Again this is not a problem if a firewall has been correctly
configured. But home network firewalls are least likely to be
configured correctly.
Ergo: There is likely to be a significant number of SOHO networks
with wide open proxy servers. There is likely to be an increase
in probes on 8080 and an increase in anonymous browsing.
Does this work? Of course it does, it is straightforward TCP/IP
proxy use.
Besides James stripped his firewall off one system, call it system
A, set WebWasher to serve and attached to the net. Then he dialed
another system, B, into a different ISP and directed Netscape to
use A's temporary IPAddr.:8080 for a proxy and then went to
Yahoo.

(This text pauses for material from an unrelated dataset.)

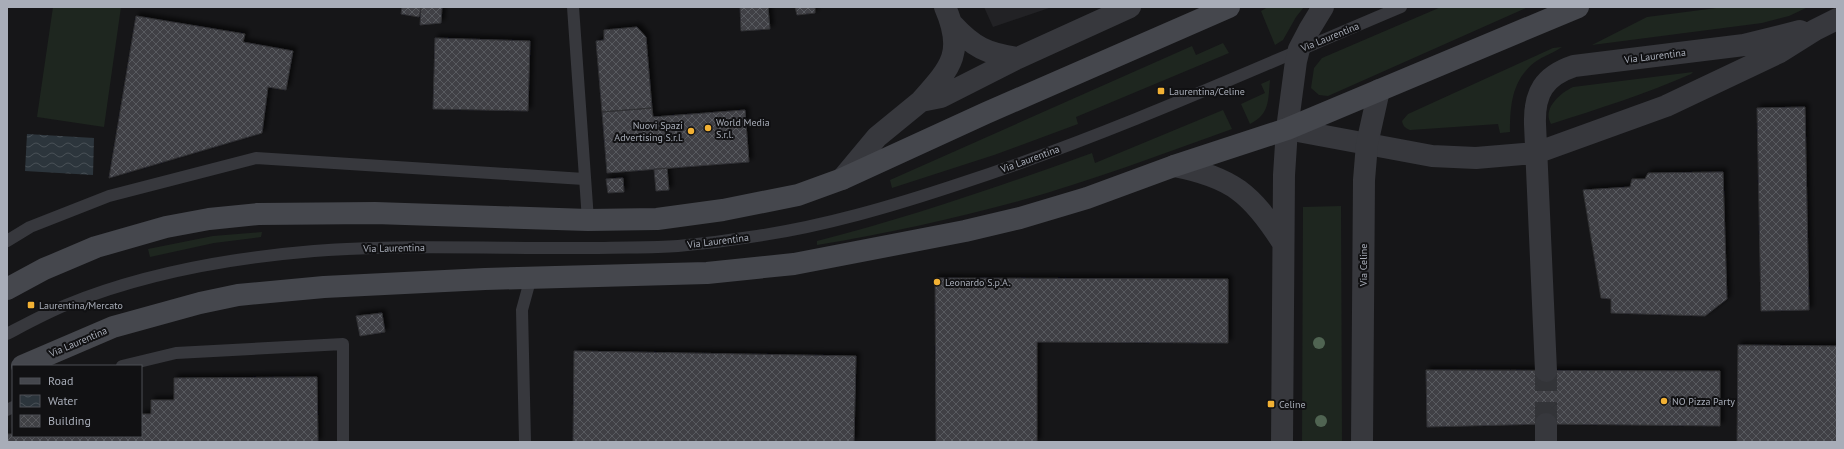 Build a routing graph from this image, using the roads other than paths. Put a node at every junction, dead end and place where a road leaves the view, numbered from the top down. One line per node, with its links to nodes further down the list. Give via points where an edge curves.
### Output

When he was getting Yahoo on B there was activity on
system A's modem and when he was not - there was no activity.
James did not snif-log to force the proof, but all the signs are
that the proxy mechanism worked just as it always does and dual
ISP connections for anonymous surfing are quite feasible if not
easy. It remains an exercise for the reader to use EQL (or is
it EQU?) to attach to several proxies simultaneously so as to
avoid detection by multiplexed trickle bandwidth stealing.
It would be very interesting to have samples from a DSL provider
testing the percentage of users who were making a proxy server
available to general use. Perhaps a cable company or MCI could
enlighten us on the degree of the problem by sampling their
employees' home systems.
SOLUTION
Just a wild guess but maybe because no matter how you slice it
the program is still a proxy server. With "use as a server" unset
it's just no longer accepting connections from anything but
localhost.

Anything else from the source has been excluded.